What is being asked ::
Check every line of the entries below for "PARK", and copy the lines that have it.

Data ::
═══

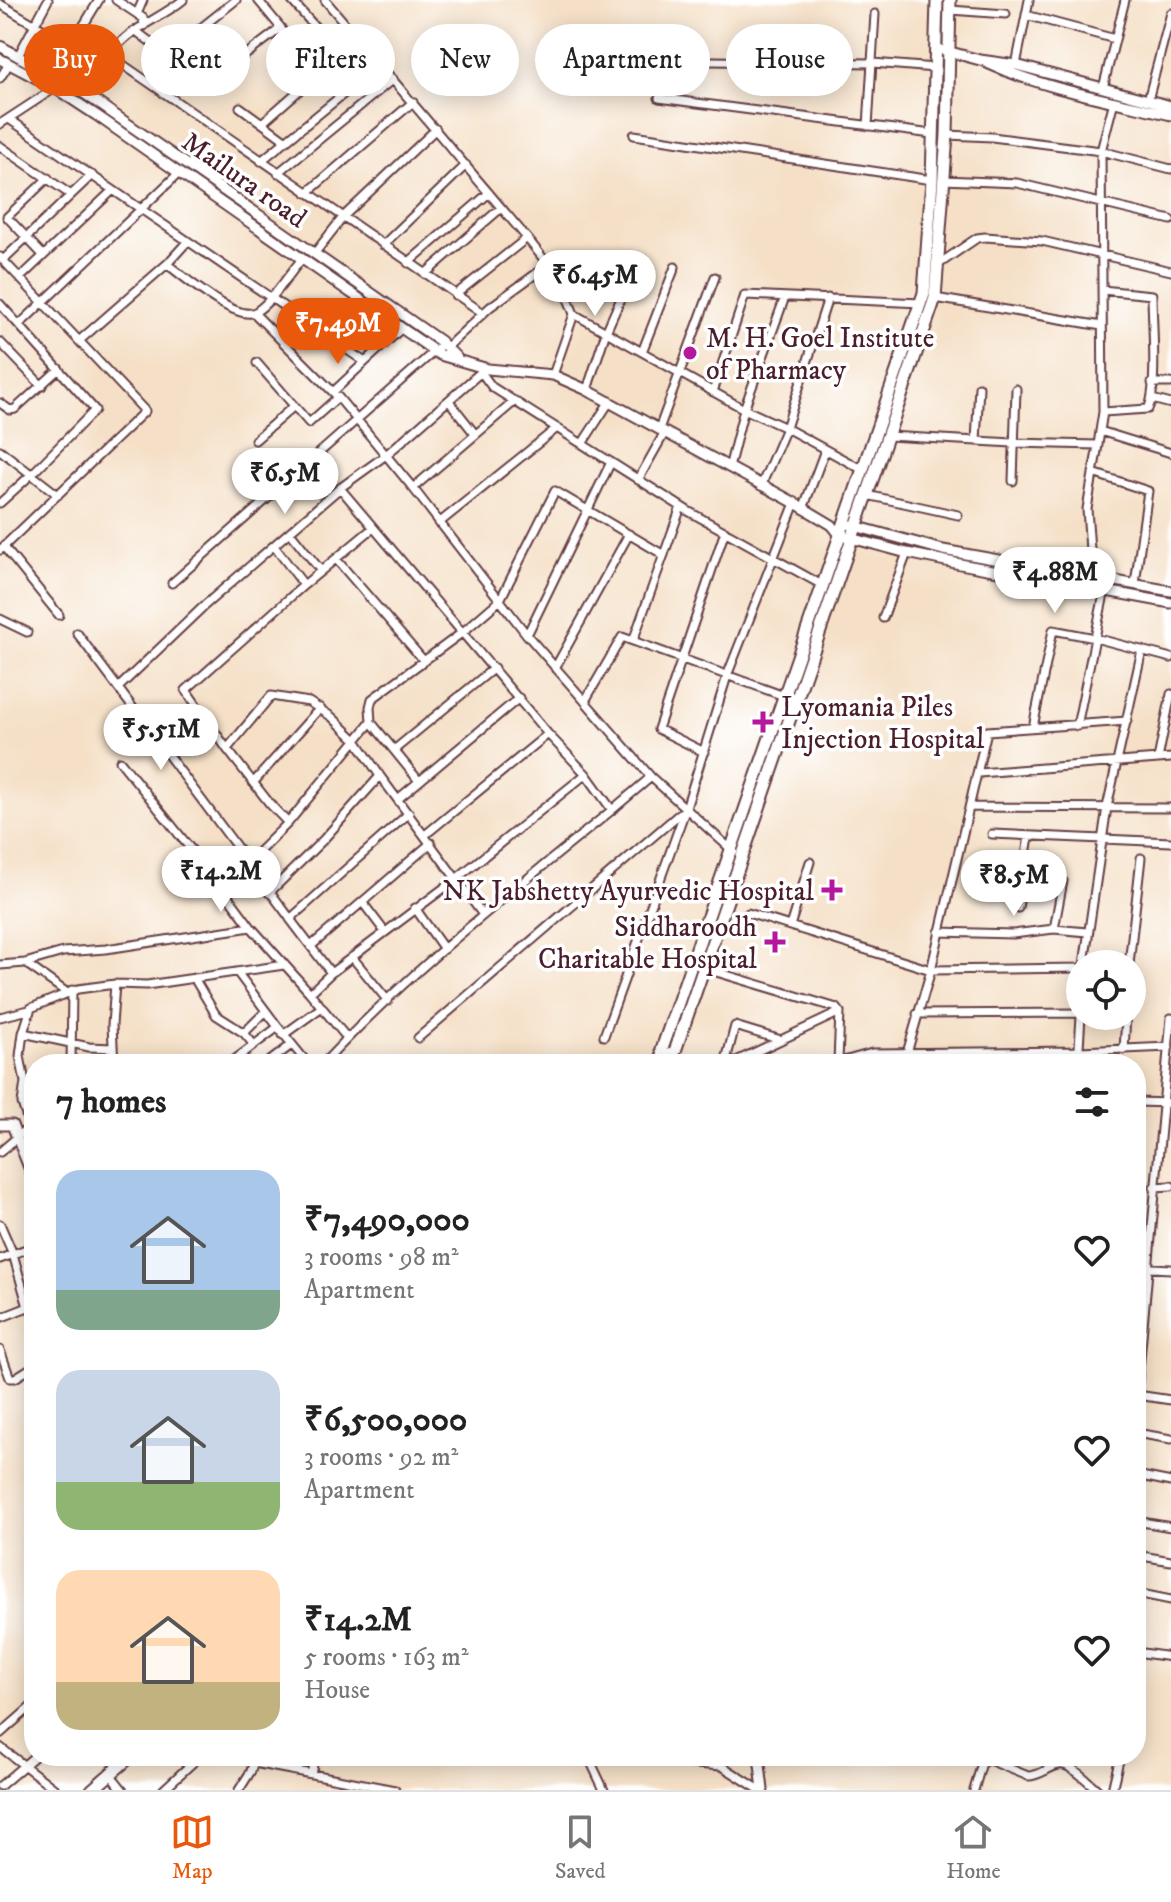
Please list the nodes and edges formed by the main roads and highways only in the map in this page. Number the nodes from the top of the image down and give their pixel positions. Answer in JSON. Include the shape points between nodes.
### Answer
{"nodes":[{"id":1,"x":937,"y":0,"type":"edge"},
{"id":2,"x":950,"y":5,"type":"edge"},
{"id":3,"x":942,"y":49,"type":"junction"},
{"id":4,"x":937,"y":180,"type":"junction"},
{"id":5,"x":845,"y":530,"type":"junction"},
{"id":6,"x":663,"y":1054,"type":"edge"},
{"id":7,"x":672,"y":1054,"type":"edge"},
{"id":8,"x":119,"y":1766,"type":"edge"},
{"id":9,"x":92,"y":1790,"type":"edge"}],
"edges":[{"from":1,"to":3,"type":"main road"},
{"from":2,"to":3,"type":"main road"},
{"from":3,"to":4,"type":"main road","via":[[947,135]]},
{"from":3,"to":4,"type":"main road","via":[[935,68],[932,134]]},
{"from":4,"to":5,"type":"main road","via":[[921,304]]},
{"from":4,"to":5,"type":"main road","via":[[935,298],[867,495]]},
{"from":5,"to":6,"type":"main road"},
{"from":5,"to":7,"type":"main road","via":[[741,859]]},
{"from":8,"to":9,"type":"main road"}]}
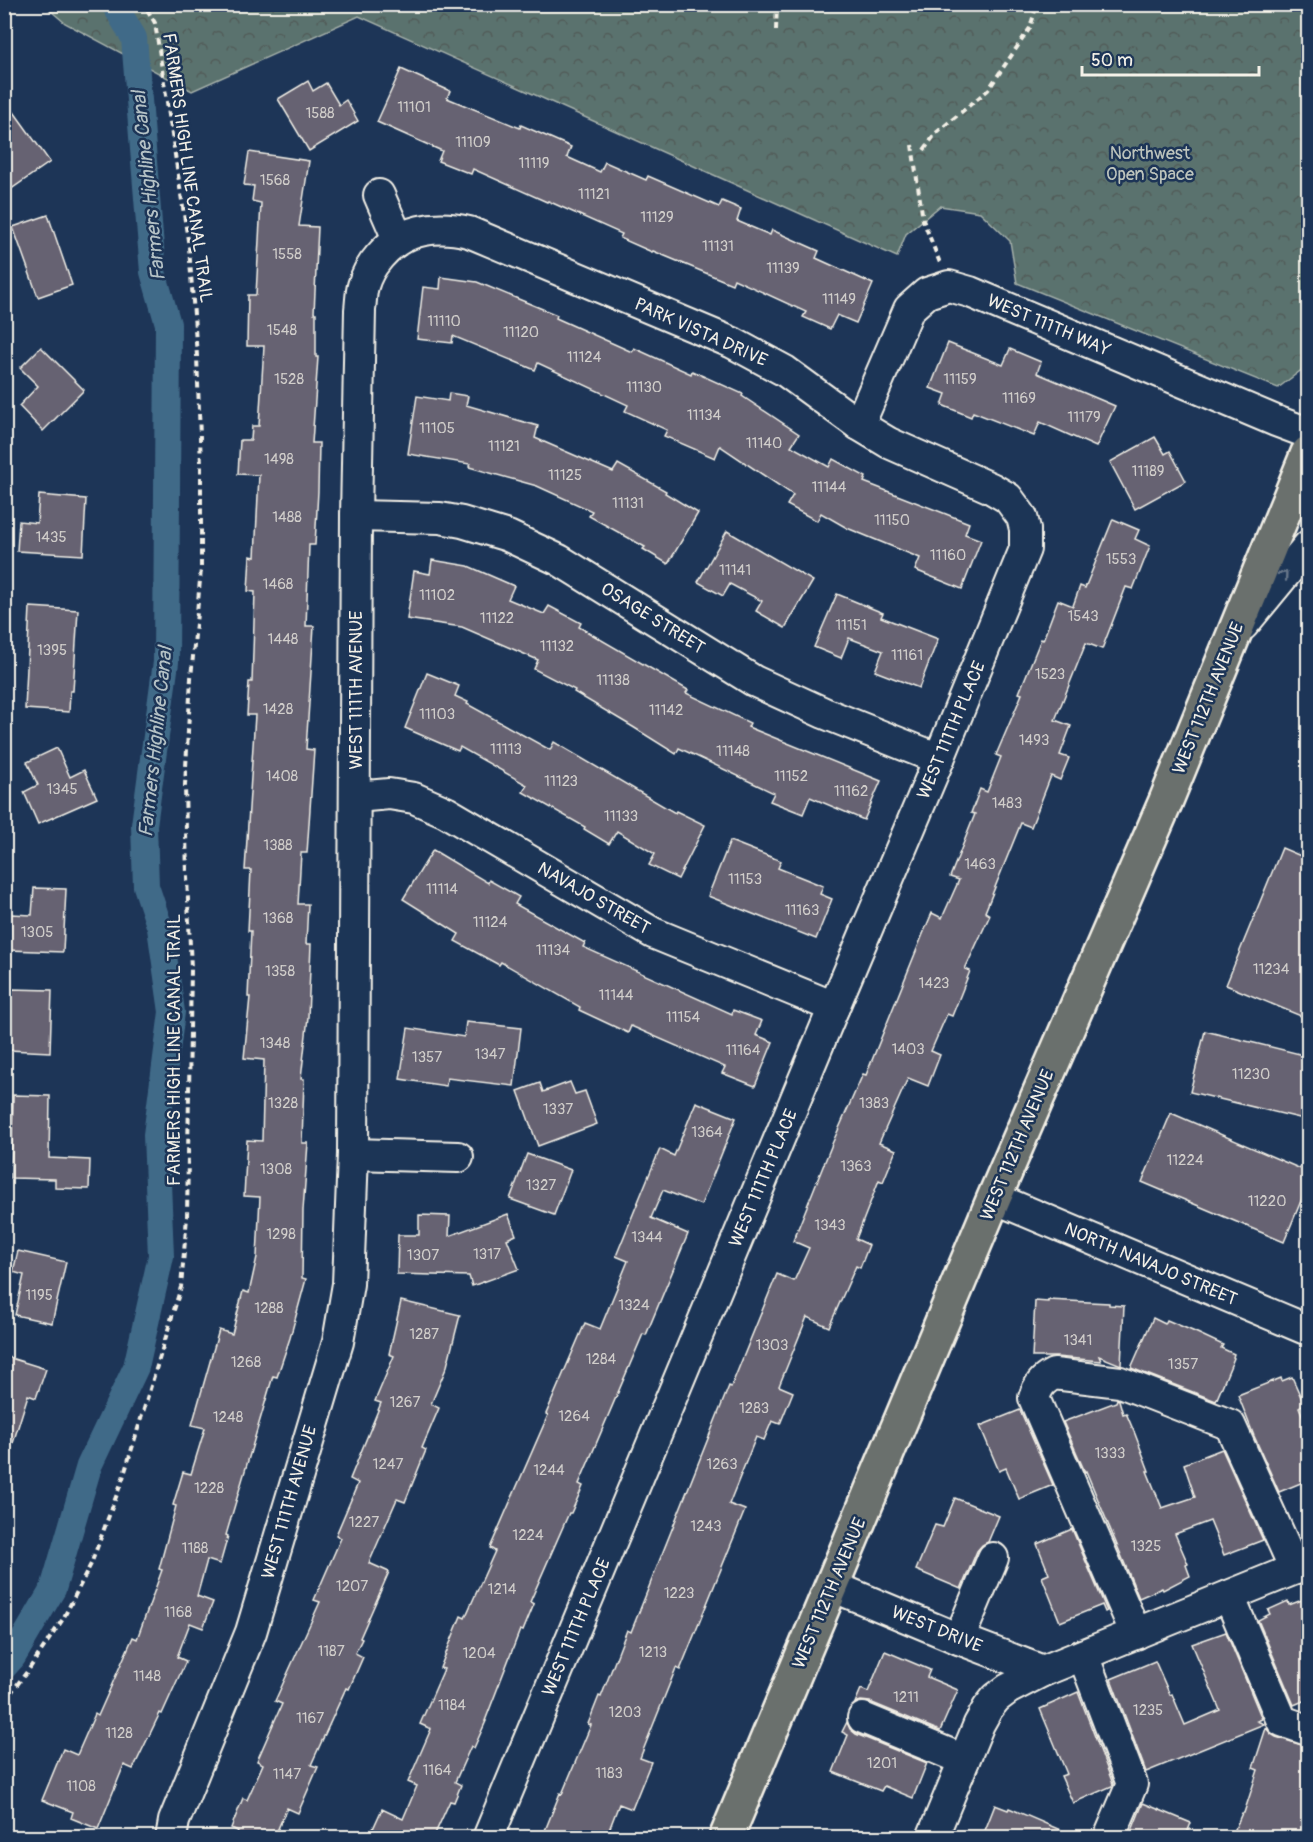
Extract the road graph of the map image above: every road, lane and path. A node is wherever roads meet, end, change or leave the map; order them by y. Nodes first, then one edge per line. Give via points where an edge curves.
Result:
1 (144, 4) edge
2 (736, 4) edge
3 (748, 4) edge
4 (777, 4) edge
5 (1037, 4) edge
6 (776, 30) dead end
7 (912, 145) dead end
8 (924, 150) dead end
9 (378, 195) dead end
10 (398, 239) junction
11 (949, 286) junction
12 (859, 425) junction
13 (1308, 433) edge
14 (1308, 453) edge
15 (356, 516) junction
16 (1022, 517) joint
17 (1308, 546) edge
18 (1233, 637) junction
19 (939, 759) junction
20 (356, 797) junction
21 (834, 1006) junction
22 (353, 1154) junction
23 (458, 1157) dead end
24 (994, 1198) junction
25 (1308, 1330) edge
26 (993, 1558) dead end
27 (1302, 1567) edge
28 (832, 1586) junction
29 (1229, 1596) junction
30 (1137, 1634) junction
31 (959, 1639) junction
32 (1083, 1655) junction
33 (1043, 1671) junction
34 (4, 1702) edge
35 (863, 1718) dead end
36 (1308, 1730) edge
37 (964, 1760) junction
38 (4, 1830) edge
39 (42, 1838) edge
40 (171, 1838) edge
41 (488, 1838) edge
42 (726, 1838) edge
43 (932, 1838) edge
44 (1109, 1838) edge

1 - 34 path, FARMERS HIGH LINE CANAL TRAIL via 155,23 189,247 201,454 201,569 185,785 191,969 187,1217 182,1287 123,1478 91,1564 63,1619
2 - 3 path
4 - 6 path
5 - 8 path via 1030,28 988,90 936,133
7 - 11 path via 923,220
9 - 10 street
10 - 12 street, PARK VISTA DRIVE via 431,228 469,232 733,343 785,371
10 - 15 street, WEST 111TH AVENUE via 372,266 363,286
11 - 12 street via 927,293 909,309
11 - 13 street, WEST 111TH WAY
12 - 16 street, PARK VISTA DRIVE via 889,443 991,488 1008,498
14 - 18 main road, WEST 112TH AVENUE
15 - 19 street, OSAGE STREET via 440,518 508,536 559,560 754,681
15 - 20 street, WEST 111TH AVENUE
16 - 19 street, WEST 111TH PLACE via 1025,549
18 -> 17 street
18 - 24 main road, WEST 112TH AVENUE
19 - 21 street, WEST 111TH PLACE
20 - 21 street, NAVAJO STREET via 389,794 414,798 446,812 654,933
20 - 22 street, WEST 111TH AVENUE
21 - 41 street, WEST 111TH PLACE
22 - 23 street
22 - 40 street, WEST 111TH AVENUE via 348,1284 338,1342 251,1632 174,1821
24 - 25 street, NORTH NAVAJO STREET
24 - 28 main road, WEST 112TH AVENUE
26 - 31 street
27 - 29 street
27 - 30 street via 1230,1425 1120,1382 1054,1374 1038,1386 1034,1398
28 - 31 street, WEST DRIVE
28 - 42 main road, WEST 112TH AVENUE
29 - 30 street
29 - 36 street via 1282,1721
30 - 32 street
31 - 33 street, WEST DRIVE
32 - 33 street
32 - 44 street via 1132,1784
33 - 37 street via 996,1698 979,1724
35 - 37 street
37 - 43 street
38 - 39 path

═══

Written reply ::
10 - 12 street, PARK VISTA DRIVE via 431,228 469,232 733,343 785,371
12 - 16 street, PARK VISTA DRIVE via 889,443 991,488 1008,498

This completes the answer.